Existence of two parallel mechanisms for glucose uptake in heterotrophic plant cells

The implied existence of two mechanisms for glucose uptake into heterotrophic plant cells was investigated using the fluorescent glucose derivative 2-NBDG (2-(N-(7-nitrobenz-2-oxa-1,3-diazol-4-yl)amino)-2-deoxyglucose), two membrane impermeable fluorescent markers (3000 mol. wt. dextran-Texas Red (d-TR) and Alexa-488), hexose carrier and endocytic inhibitors (phloridzin and wortmannin-A, respectively), and fluorescent and confocal microscopy. Both phloridzin and wortmannin-A significantly reduced the uptake of 2-NBDG into sycamore cultured cells, which was confirmed by fluorescent microscopy. Phloridzin prevented 2-NBDG uptake exclusively into the cytosol, whereas the wortmannin-A effect was more general, with 2-NBDG uptake into the vacuole being the more affected.

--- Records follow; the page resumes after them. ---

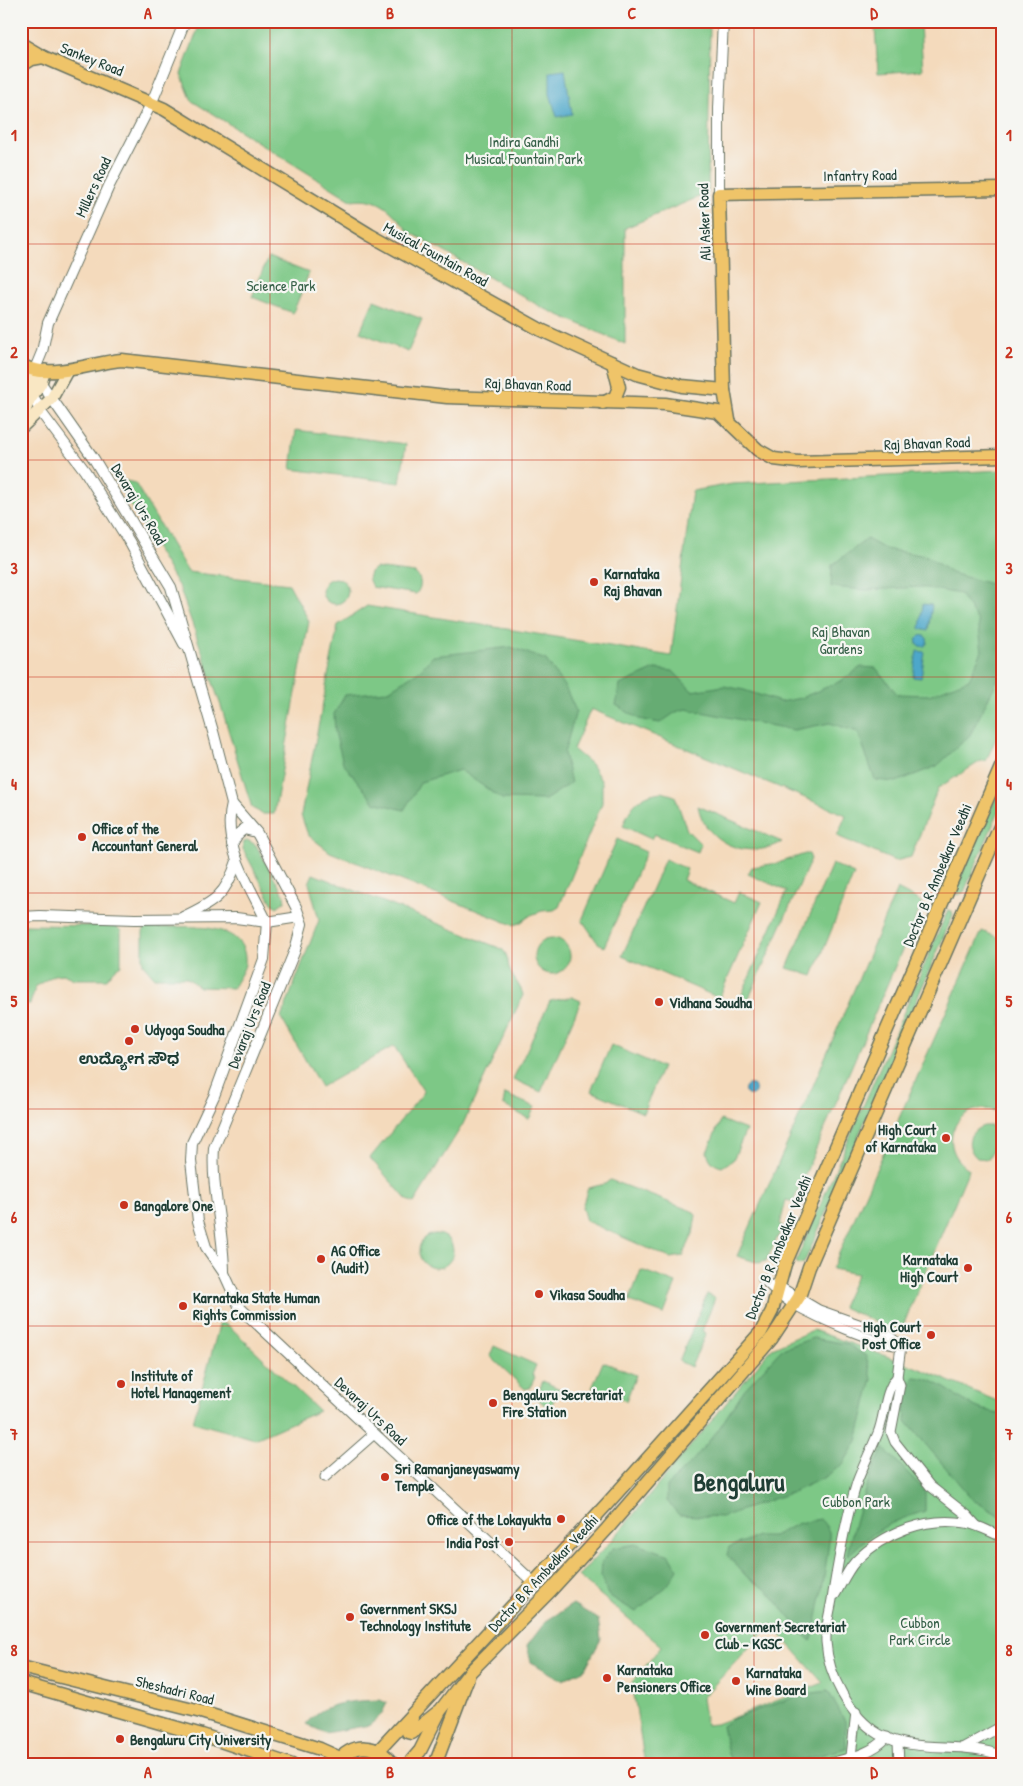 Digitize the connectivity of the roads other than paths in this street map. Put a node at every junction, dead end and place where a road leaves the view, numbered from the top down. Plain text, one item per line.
1 (185, 21) edge
2 (723, 21) edge
3 (21, 44) edge
4 (43, 57) junction
5 (21, 66) edge
6 (152, 102) junction
7 (1002, 189) edge
8 (719, 194) junction
9 (613, 363) junction
10 (21, 365) edge
11 (40, 369) junction
12 (67, 372) junction
13 (41, 383) junction
14 (724, 390) junction
15 (52, 398) junction
16 (28, 401) edge
17 (603, 403) junction
18 (40, 411) junction
19 (21, 420) edge
20 (729, 420) junction
21 (21, 428) edge
22 (1002, 456) edge
23 (189, 652) junction
24 (1002, 765) edge
25 (232, 804) junction
26 (1002, 822) edge
27 (257, 833) junction
28 (232, 844) junction
29 (237, 861) junction
30 (21, 917) edge
31 (299, 917) junction
32 (180, 918) junction
33 (268, 922) junction
34 (224, 1273) junction
35 (778, 1289) junction
36 (796, 1300) junction
37 (897, 1377) junction
38 (374, 1434) junction
39 (325, 1477) dead end
40 (976, 1525) junction
41 (1002, 1538) edge
42 (533, 1582) junction
43 (832, 1599) junction
44 (21, 1667) edge
45 (470, 1672) junction
46 (21, 1683) edge
47 (440, 1711) junction
48 (856, 1712) junction
49 (413, 1717) junction
50 (1002, 1726) edge
51 (887, 1737) junction
52 (898, 1742) junction
53 (964, 1748) junction
54 (379, 1750) junction
55 (1001, 1755) edge
56 (851, 1756) junction
57 (338, 1761) edge
58 (292, 1765) edge
59 (393, 1765) edge
60 (408, 1765) edge
61 (435, 1765) edge
62 (822, 1765) edge
63 (899, 1765) edge

1 - 6 street, Millers Road
2 - 8 street, Ali Asker Road
3 - 4 main road, Sankey Road
4 - 5 main road
4 - 6 main road, Sankey Road
6 - 9 main road, Musical Fountain Road
6 - 11 street, Millers Road
7 - 8 main road, Infantry Road
8 - 14 main road, Ali Asker Road
9 - 14 main road, Musical Fountain Road
9 - 17 main road
10 - 11 main road
11 - 12 main road
11 - 13 main road
11 - 16 main road
12 - 15 main road
12 - 17 main road, Raj Bhavan Road
13 - 15 street, Devaraj Urs Road
13 - 16 main road
14 - 20 main road, Ali Asker Road
15 - 18 main road
15 - 23 street, Devaraj Urs Road
16 - 18 street, Devaraj Urs Road
16 - 19 main road
17 - 20 main road, Raj Bhavan Road
18 - 21 main road
18 - 23 street, Devaraj Urs Road
20 - 22 main road, Raj Bhavan Road
23 - 25 street, Devaraj Urs Road
24 - 35 main road, Doctor B R Ambedkar Veedhi
25 - 27 street, Devaraj Urs Road
25 - 28 street, Devaraj Urs Road
26 - 36 main road, Doctor B R Ambedkar Veedhi
27 - 28 street
27 - 31 street, Devaraj Urs Road
28 - 29 street, Devaraj Urs Road
29 - 32 street
29 - 33 street, Devaraj Urs Road
30 - 32 street
31 - 33 street
31 - 34 street, Devaraj Urs Road
32 - 33 street
33 - 34 street, Devaraj Urs Road
34 - 38 street, Devaraj Urs Road
35 - 36 street
35 - 42 main road, Doctor B R Ambedkar Veedhi
36 - 37 street
36 - 45 main road, Doctor B R Ambedkar Veedhi
37 - 40 street
37 - 43 street
38 - 39 street
38 - 42 street, Devaraj Urs Road
40 - 41 street
40 - 43 street
42 - 49 main road, Doctor B R Ambedkar Veedhi
43 - 48 street
44 - 57 main road, Sheshadri Road
45 - 47 main road, Doctor B R Ambedkar Veedhi
45 - 61 main road
46 - 58 main road
47 - 49 main road
47 - 60 main road, Doctor B R Ambedkar Veedhi
48 - 51 street
48 - 56 street
49 - 54 main road, Doctor B R Ambedkar Veedhi
50 - 53 street
51 - 52 street
51 - 56 street
52 - 53 street
52 - 63 street
53 - 55 street
54 - 57 main road
54 - 59 main road
56 - 62 street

Simultaneous incubation of cells in the membrane-impermeable fluorescent probes Alexa-488 and d-TR for 24 h resulted in co-localization of the labelling in the central vacuole and other endosomal compartments. Cytoplasts, cells devoid of vacuoles, were instrumental in demonstrating the transport of 2-NBDG by separate uptake mechanisms. In cytoplasts incubated simultaneously in 2-NBDG and d-TR for 2 h, a green fluorescent cytosol was indicative of transport of hexoses across the plasmalemma, while the co-localization of 2-NBDG and d-TR in internal vesicles demonstrated transport via an endocytic system. The absence of vesicles when cytoplasts were pre-incubated in wortmannin-A authenticated the endocytic vesicular nature of the co-shared 2-NBDG and d-TR fluorescent structures. In summary, uptake of 2-NBDG occurs by two separate mechanisms: (i) a plasmalemma-bound carrier-mediated system that facilitates 2-NBDG transport into the cytosol, and (ii) an endocytic system that transports most of 2-NBDG directly into the vacuole.